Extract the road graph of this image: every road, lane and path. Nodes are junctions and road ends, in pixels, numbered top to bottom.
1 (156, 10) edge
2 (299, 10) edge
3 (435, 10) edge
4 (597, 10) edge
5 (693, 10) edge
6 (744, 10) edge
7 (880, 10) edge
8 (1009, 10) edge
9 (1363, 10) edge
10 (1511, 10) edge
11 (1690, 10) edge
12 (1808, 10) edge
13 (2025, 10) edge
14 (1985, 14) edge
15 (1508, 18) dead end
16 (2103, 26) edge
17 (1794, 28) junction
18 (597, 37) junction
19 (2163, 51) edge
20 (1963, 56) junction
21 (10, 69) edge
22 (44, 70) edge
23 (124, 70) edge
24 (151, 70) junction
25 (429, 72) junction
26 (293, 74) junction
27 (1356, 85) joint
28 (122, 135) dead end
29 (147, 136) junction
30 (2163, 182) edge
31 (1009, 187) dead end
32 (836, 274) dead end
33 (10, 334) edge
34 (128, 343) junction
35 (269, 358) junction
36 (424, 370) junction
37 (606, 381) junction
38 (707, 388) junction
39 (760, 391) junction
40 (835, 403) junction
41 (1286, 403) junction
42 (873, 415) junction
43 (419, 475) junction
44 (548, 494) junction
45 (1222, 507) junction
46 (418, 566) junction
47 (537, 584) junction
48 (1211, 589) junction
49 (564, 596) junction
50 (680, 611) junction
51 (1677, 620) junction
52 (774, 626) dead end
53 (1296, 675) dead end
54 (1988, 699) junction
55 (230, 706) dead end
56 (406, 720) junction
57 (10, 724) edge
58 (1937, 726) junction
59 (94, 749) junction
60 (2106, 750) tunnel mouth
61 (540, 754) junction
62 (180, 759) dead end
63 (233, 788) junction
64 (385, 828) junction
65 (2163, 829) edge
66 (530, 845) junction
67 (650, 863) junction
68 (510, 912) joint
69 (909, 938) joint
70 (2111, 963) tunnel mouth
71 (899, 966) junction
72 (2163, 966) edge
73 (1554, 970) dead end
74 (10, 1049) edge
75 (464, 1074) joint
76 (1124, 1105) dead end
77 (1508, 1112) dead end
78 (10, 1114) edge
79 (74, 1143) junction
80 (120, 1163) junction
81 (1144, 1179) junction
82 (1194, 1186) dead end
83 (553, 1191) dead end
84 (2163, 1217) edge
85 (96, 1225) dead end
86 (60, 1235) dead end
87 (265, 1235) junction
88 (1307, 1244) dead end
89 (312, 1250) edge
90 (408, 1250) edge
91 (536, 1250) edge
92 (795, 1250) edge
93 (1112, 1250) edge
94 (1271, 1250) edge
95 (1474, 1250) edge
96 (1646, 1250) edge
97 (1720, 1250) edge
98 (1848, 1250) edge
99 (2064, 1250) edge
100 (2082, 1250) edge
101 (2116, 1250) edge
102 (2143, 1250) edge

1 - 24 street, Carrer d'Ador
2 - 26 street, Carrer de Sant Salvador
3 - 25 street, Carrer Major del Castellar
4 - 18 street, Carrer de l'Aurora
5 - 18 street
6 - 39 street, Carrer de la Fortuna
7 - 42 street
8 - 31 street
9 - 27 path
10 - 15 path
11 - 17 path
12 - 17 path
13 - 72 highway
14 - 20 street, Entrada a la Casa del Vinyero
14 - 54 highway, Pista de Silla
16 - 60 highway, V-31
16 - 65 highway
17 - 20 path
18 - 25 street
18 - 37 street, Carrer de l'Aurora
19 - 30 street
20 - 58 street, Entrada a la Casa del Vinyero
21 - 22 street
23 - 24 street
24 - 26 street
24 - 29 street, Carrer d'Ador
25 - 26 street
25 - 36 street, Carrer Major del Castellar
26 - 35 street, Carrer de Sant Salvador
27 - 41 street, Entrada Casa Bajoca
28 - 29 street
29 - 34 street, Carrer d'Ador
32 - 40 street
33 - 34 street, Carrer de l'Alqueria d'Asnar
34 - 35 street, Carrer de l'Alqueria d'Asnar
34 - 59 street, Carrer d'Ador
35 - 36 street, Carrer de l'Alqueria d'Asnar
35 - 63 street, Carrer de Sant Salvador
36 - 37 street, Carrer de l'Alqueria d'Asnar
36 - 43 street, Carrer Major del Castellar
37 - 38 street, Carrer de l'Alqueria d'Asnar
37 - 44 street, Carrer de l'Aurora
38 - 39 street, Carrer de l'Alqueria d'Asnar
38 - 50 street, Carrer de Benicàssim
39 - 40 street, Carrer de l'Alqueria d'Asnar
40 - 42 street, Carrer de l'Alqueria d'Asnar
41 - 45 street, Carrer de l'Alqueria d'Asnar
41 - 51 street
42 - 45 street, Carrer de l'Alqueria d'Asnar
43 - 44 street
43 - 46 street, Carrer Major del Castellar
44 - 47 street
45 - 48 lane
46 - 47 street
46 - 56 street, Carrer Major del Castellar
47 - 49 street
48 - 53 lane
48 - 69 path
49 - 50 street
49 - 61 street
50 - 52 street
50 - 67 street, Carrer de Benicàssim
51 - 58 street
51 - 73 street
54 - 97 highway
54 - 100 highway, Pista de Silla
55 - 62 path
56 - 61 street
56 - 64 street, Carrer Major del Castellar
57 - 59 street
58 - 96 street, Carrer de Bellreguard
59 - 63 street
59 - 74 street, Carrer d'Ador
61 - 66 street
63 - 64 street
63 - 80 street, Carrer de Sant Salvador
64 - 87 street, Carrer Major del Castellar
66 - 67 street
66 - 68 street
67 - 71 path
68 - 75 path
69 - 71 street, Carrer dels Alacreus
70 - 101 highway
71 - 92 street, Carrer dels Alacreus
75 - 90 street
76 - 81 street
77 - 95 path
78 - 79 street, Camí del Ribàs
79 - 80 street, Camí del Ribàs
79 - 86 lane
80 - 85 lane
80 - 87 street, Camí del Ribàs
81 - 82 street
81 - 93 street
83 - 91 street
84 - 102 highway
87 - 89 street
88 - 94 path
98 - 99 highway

__Exercise prompt__. Every record should be printed again exactly as it reads.

__Answer space__.
Extract the road graph of this image: every road, lane and path. Nodes are junctions and road ends, in pixels, numbered top to bottom.
1 (156, 10) edge
2 (299, 10) edge
3 (435, 10) edge
4 (597, 10) edge
5 (693, 10) edge
6 (744, 10) edge
7 (880, 10) edge
8 (1009, 10) edge
9 (1363, 10) edge
10 (1511, 10) edge
11 (1690, 10) edge
12 (1808, 10) edge
13 (2025, 10) edge
14 (1985, 14) edge
15 (1508, 18) dead end
16 (2103, 26) edge
17 (1794, 28) junction
18 (597, 37) junction
19 (2163, 51) edge
20 (1963, 56) junction
21 (10, 69) edge
22 (44, 70) edge
23 (124, 70) edge
24 (151, 70) junction
25 (429, 72) junction
26 (293, 74) junction
27 (1356, 85) joint
28 (122, 135) dead end
29 (147, 136) junction
30 (2163, 182) edge
31 (1009, 187) dead end
32 (836, 274) dead end
33 (10, 334) edge
34 (128, 343) junction
35 (269, 358) junction
36 (424, 370) junction
37 (606, 381) junction
38 (707, 388) junction
39 (760, 391) junction
40 (835, 403) junction
41 (1286, 403) junction
42 (873, 415) junction
43 (419, 475) junction
44 (548, 494) junction
45 (1222, 507) junction
46 (418, 566) junction
47 (537, 584) junction
48 (1211, 589) junction
49 (564, 596) junction
50 (680, 611) junction
51 (1677, 620) junction
52 (774, 626) dead end
53 (1296, 675) dead end
54 (1988, 699) junction
55 (230, 706) dead end
56 (406, 720) junction
57 (10, 724) edge
58 (1937, 726) junction
59 (94, 749) junction
60 (2106, 750) tunnel mouth
61 (540, 754) junction
62 (180, 759) dead end
63 (233, 788) junction
64 (385, 828) junction
65 (2163, 829) edge
66 (530, 845) junction
67 (650, 863) junction
68 (510, 912) joint
69 (909, 938) joint
70 (2111, 963) tunnel mouth
71 (899, 966) junction
72 (2163, 966) edge
73 (1554, 970) dead end
74 (10, 1049) edge
75 (464, 1074) joint
76 (1124, 1105) dead end
77 (1508, 1112) dead end
78 (10, 1114) edge
79 (74, 1143) junction
80 (120, 1163) junction
81 (1144, 1179) junction
82 (1194, 1186) dead end
83 (553, 1191) dead end
84 (2163, 1217) edge
85 (96, 1225) dead end
86 (60, 1235) dead end
87 (265, 1235) junction
88 (1307, 1244) dead end
89 (312, 1250) edge
90 (408, 1250) edge
91 (536, 1250) edge
92 (795, 1250) edge
93 (1112, 1250) edge
94 (1271, 1250) edge
95 (1474, 1250) edge
96 (1646, 1250) edge
97 (1720, 1250) edge
98 (1848, 1250) edge
99 (2064, 1250) edge
100 (2082, 1250) edge
101 (2116, 1250) edge
102 (2143, 1250) edge

1 - 24 street, Carrer d'Ador
2 - 26 street, Carrer de Sant Salvador
3 - 25 street, Carrer Major del Castellar
4 - 18 street, Carrer de l'Aurora
5 - 18 street
6 - 39 street, Carrer de la Fortuna
7 - 42 street
8 - 31 street
9 - 27 path
10 - 15 path
11 - 17 path
12 - 17 path
13 - 72 highway
14 - 20 street, Entrada a la Casa del Vinyero
14 - 54 highway, Pista de Silla
16 - 60 highway, V-31
16 - 65 highway
17 - 20 path
18 - 25 street
18 - 37 street, Carrer de l'Aurora
19 - 30 street
20 - 58 street, Entrada a la Casa del Vinyero
21 - 22 street
23 - 24 street
24 - 26 street
24 - 29 street, Carrer d'Ador
25 - 26 street
25 - 36 street, Carrer Major del Castellar
26 - 35 street, Carrer de Sant Salvador
27 - 41 street, Entrada Casa Bajoca
28 - 29 street
29 - 34 street, Carrer d'Ador
32 - 40 street
33 - 34 street, Carrer de l'Alqueria d'Asnar
34 - 35 street, Carrer de l'Alqueria d'Asnar
34 - 59 street, Carrer d'Ador
35 - 36 street, Carrer de l'Alqueria d'Asnar
35 - 63 street, Carrer de Sant Salvador
36 - 37 street, Carrer de l'Alqueria d'Asnar
36 - 43 street, Carrer Major del Castellar
37 - 38 street, Carrer de l'Alqueria d'Asnar
37 - 44 street, Carrer de l'Aurora
38 - 39 street, Carrer de l'Alqueria d'Asnar
38 - 50 street, Carrer de Benicàssim
39 - 40 street, Carrer de l'Alqueria d'Asnar
40 - 42 street, Carrer de l'Alqueria d'Asnar
41 - 45 street, Carrer de l'Alqueria d'Asnar
41 - 51 street
42 - 45 street, Carrer de l'Alqueria d'Asnar
43 - 44 street
43 - 46 street, Carrer Major del Castellar
44 - 47 street
45 - 48 lane
46 - 47 street
46 - 56 street, Carrer Major del Castellar
47 - 49 street
48 - 53 lane
48 - 69 path
49 - 50 street
49 - 61 street
50 - 52 street
50 - 67 street, Carrer de Benicàssim
51 - 58 street
51 - 73 street
54 - 97 highway
54 - 100 highway, Pista de Silla
55 - 62 path
56 - 61 street
56 - 64 street, Carrer Major del Castellar
57 - 59 street
58 - 96 street, Carrer de Bellreguard
59 - 63 street
59 - 74 street, Carrer d'Ador
61 - 66 street
63 - 64 street
63 - 80 street, Carrer de Sant Salvador
64 - 87 street, Carrer Major del Castellar
66 - 67 street
66 - 68 street
67 - 71 path
68 - 75 path
69 - 71 street, Carrer dels Alacreus
70 - 101 highway
71 - 92 street, Carrer dels Alacreus
75 - 90 street
76 - 81 street
77 - 95 path
78 - 79 street, Camí del Ribàs
79 - 80 street, Camí del Ribàs
79 - 86 lane
80 - 85 lane
80 - 87 street, Camí del Ribàs
81 - 82 street
81 - 93 street
83 - 91 street
84 - 102 highway
87 - 89 street
88 - 94 path
98 - 99 highway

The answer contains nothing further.